El boom ecológico ha provocado que cada vez más personas prefieran comprar productos orgánicos, más puros en su manufactura o que -al menos- especifiquen todos los materiales -o ingredientes- que se usaron en su fabricación. Una tendencia que comenzó con el fin de aminorar el daño al medio ambiente y la salud, pero que, al mismo tiempo, ha terminado por favorecer al comercio conocido como “justo”. Éste es un tipo de negocio paralelo a la tradicional forma de regular el mercado donde, además de la oferta y la demanda, otra serie de factores se suman para determinan el precio de un artículo.

 

Fair Trade (comercio justo), como se le conoce internacionalmente, promueve una relación voluntaria y justa entre fabricantes y consumidores para solucionar el problema de que los primeros reciben una porción mínima del precio final con que se venden sus productos. De esta manera, está orientado a un desarrollo integral que, aparte del pago de un precio justo, busca la sustentabilidad social y ambiental, respetando la cultura y los derechos humanos básicos de quienes fabrican. Para ello intenta regular toda la cadena de producción bajo estándares éticos.

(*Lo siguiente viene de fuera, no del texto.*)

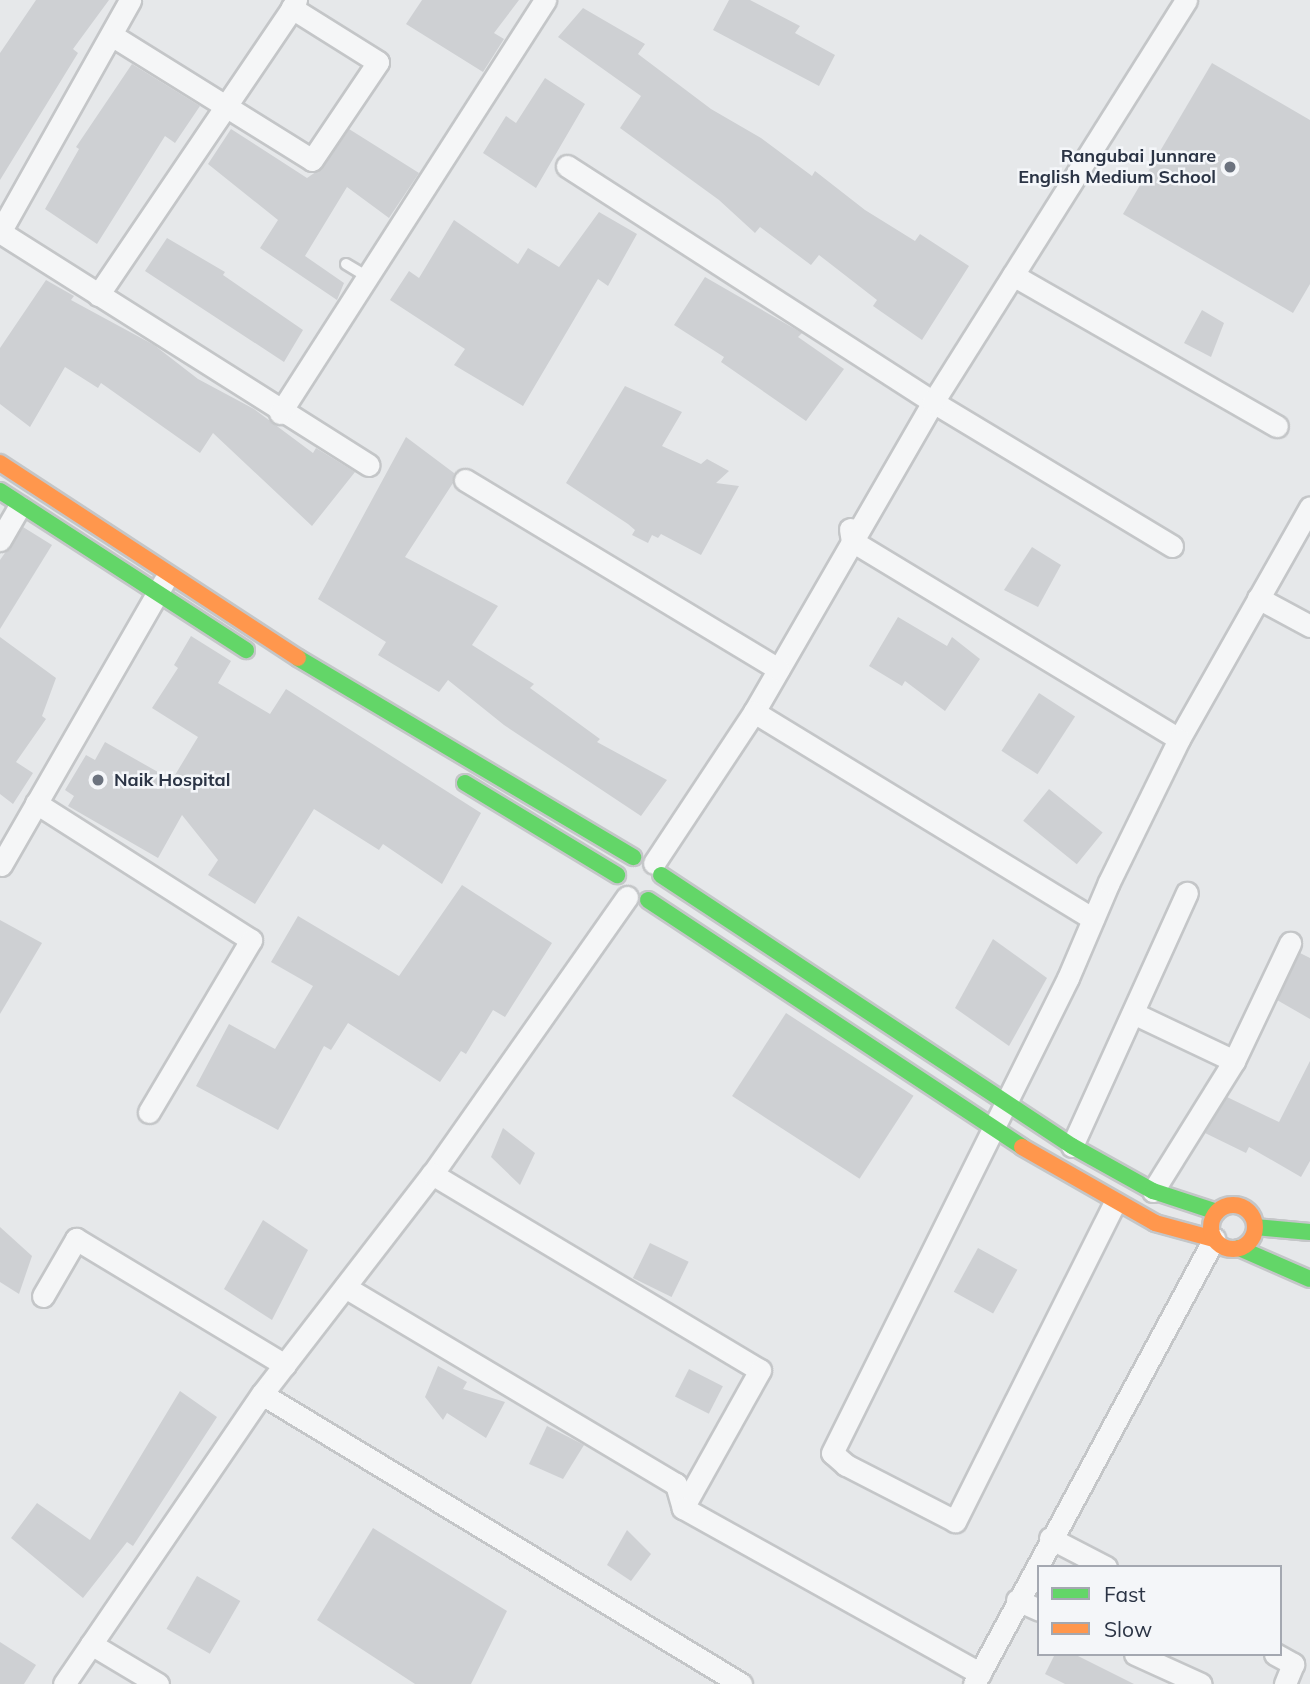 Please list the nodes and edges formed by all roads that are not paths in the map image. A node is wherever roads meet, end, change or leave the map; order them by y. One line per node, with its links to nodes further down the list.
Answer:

Actualmente es promovido por varias entidades no gubernamentales y cooperativas de productores, entre ellas la ONU (Organización de las Naciones Unidas), y otros movimientos ciudadanos seguidores del pacifismo y el ecologismo como WFTO (World Fair TradeOrganization).

En Chile funcionan tres instituciones de origen internacional que se dedican a certificar a productores u organismos intermediarios, como WFTO, FLO e IMO (de Fair for Life), que cumplan con los estándares exigidos. Cada una ofrece un precio distinto por certificarse, pero luego de un par de meses se obtiene un sello que dura para toda la vida siempre que el productor demuestre en las variadas fiscalizaciones, que sigue cumpliendo con los estándares del comercio justo.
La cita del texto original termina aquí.